EY is trying to do just that with its learning event series, Neurodiversity at Work and at Home. The series of live events teaches people about neurodiversity, “what it is, what it isn’t, how it impacts our workforce,” Golden says. Training employees in how to understand and interact with co-workers who think differently is essential for inclusion, she adds.
Making more progress
Small initiatives help, but with companies looking to fill many jobs, programs grooming a handful to several dozen candidates at a time isn’t moving the needle quickly enough.
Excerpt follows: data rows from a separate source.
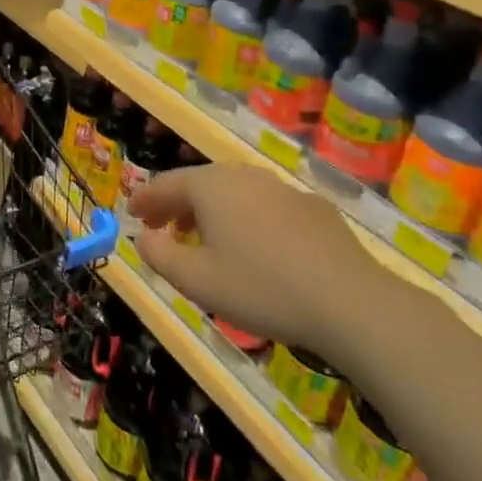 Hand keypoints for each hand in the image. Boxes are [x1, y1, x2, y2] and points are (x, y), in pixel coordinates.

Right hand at [128, 163, 382, 361]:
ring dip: (210, 211)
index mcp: (210, 187)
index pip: (165, 184)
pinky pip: (265, 207)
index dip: (144, 199)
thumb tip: (145, 237)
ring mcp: (283, 189)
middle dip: (176, 204)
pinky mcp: (314, 209)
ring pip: (234, 193)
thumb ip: (159, 255)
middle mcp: (244, 177)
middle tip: (162, 227)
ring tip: (204, 239)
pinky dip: (246, 219)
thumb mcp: (195, 280)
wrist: (351, 304)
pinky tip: (254, 248)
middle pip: (199, 183)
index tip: (130, 213)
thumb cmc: (260, 289) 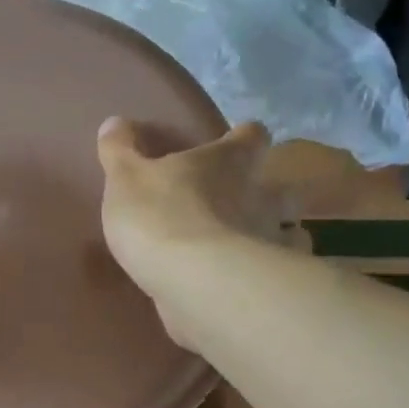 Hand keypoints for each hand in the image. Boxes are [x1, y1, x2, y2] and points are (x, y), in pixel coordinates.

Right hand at [96, 118, 272, 343]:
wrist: (194, 282)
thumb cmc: (160, 217)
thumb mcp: (125, 178)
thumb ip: (120, 151)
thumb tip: (114, 122)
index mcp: (229, 162)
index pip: (252, 136)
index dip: (245, 137)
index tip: (236, 141)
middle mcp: (261, 196)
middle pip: (285, 188)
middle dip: (274, 192)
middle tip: (250, 202)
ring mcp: (271, 241)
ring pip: (294, 233)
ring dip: (280, 236)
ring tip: (257, 247)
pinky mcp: (269, 284)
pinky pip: (278, 275)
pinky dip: (271, 276)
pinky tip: (253, 285) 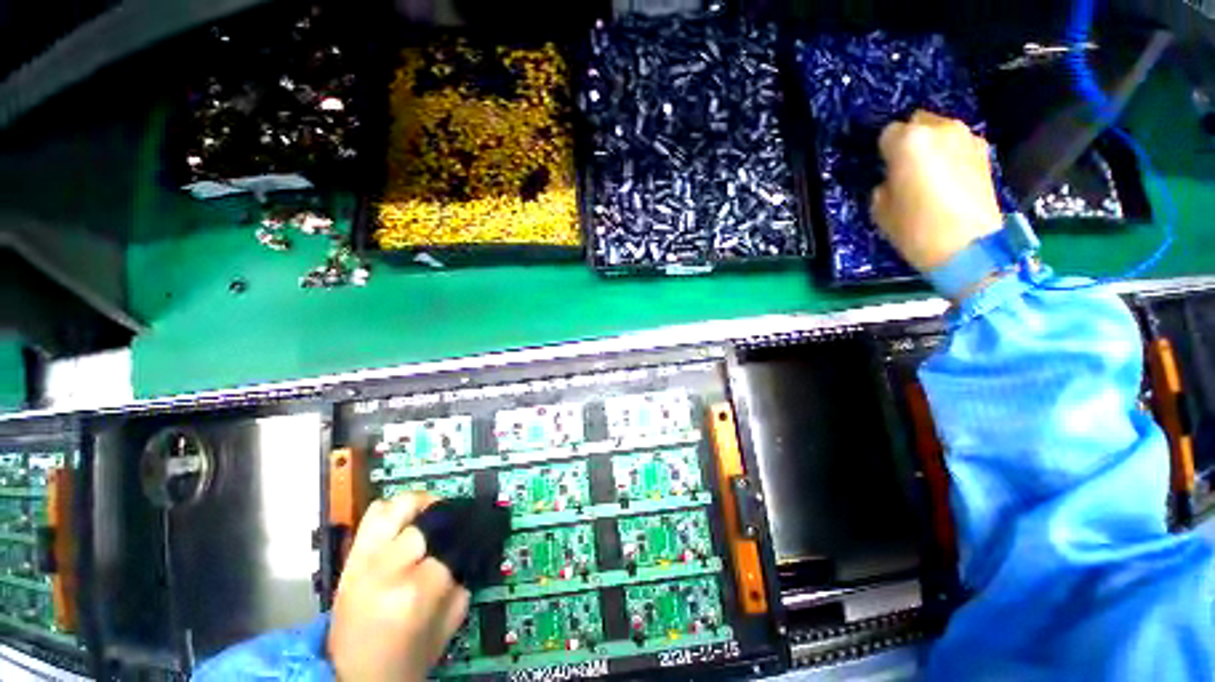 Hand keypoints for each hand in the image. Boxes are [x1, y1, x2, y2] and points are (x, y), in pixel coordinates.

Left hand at [328, 493, 469, 681]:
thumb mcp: (446, 627)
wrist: (352, 678)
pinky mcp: (349, 560)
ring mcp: (362, 562)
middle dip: (444, 524)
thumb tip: (468, 552)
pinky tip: (404, 523)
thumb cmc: (404, 660)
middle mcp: (386, 570)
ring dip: (418, 505)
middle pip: (425, 522)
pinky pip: (372, 516)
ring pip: (395, 506)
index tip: (469, 544)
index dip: (463, 545)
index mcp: (414, 594)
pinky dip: (392, 511)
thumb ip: (462, 585)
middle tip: (452, 529)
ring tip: (429, 514)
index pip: (450, 547)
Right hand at [871, 110, 1003, 272]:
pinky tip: (950, 179)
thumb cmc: (916, 228)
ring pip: (941, 131)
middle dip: (910, 141)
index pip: (887, 134)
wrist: (968, 245)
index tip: (884, 170)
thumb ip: (884, 185)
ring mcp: (967, 138)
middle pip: (918, 122)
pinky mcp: (985, 152)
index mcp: (908, 142)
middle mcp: (940, 129)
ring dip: (933, 146)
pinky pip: (960, 145)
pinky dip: (952, 155)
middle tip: (906, 169)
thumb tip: (892, 180)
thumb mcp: (881, 210)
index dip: (884, 152)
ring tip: (930, 174) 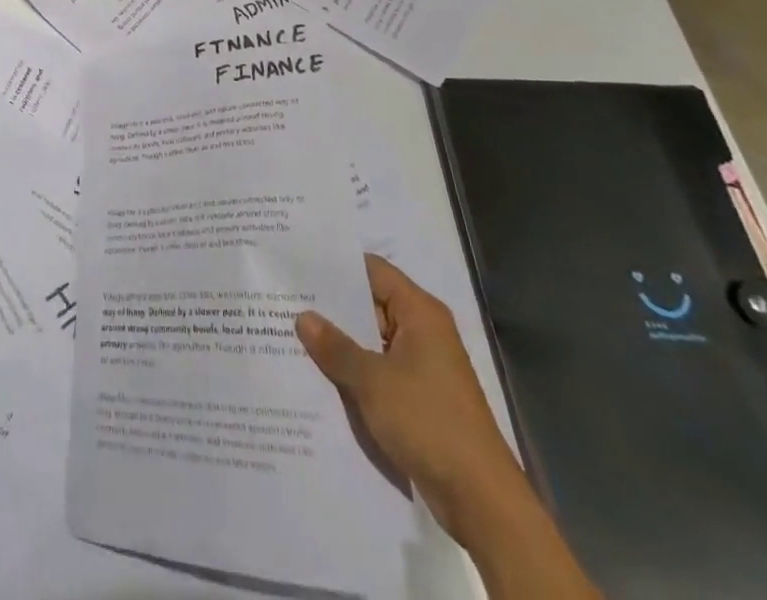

Hogan says the Goldman Sachs wants to replicate its program across other regions, and has already received interest from the company’s Bangalore office about implementing it there. The firm also supports neurodivergent individuals through the Autism Workplace Program in its London office and an internal affinity network called the Disability Interest Forum, where people self-disclose disabilities and offer support.
Fung is optimistic, and certain that as more employers become aware of the potential of hiring neurodivergent employees, they’ll become motivated to target and recruit these candidates on a larger scale. They may bring enormous creativity, attention to detail, problem-solving, and other attributes to the team.
“I think knowing the strengths and the interests of neurodiverse individuals really well can optimize the team for success,” he says.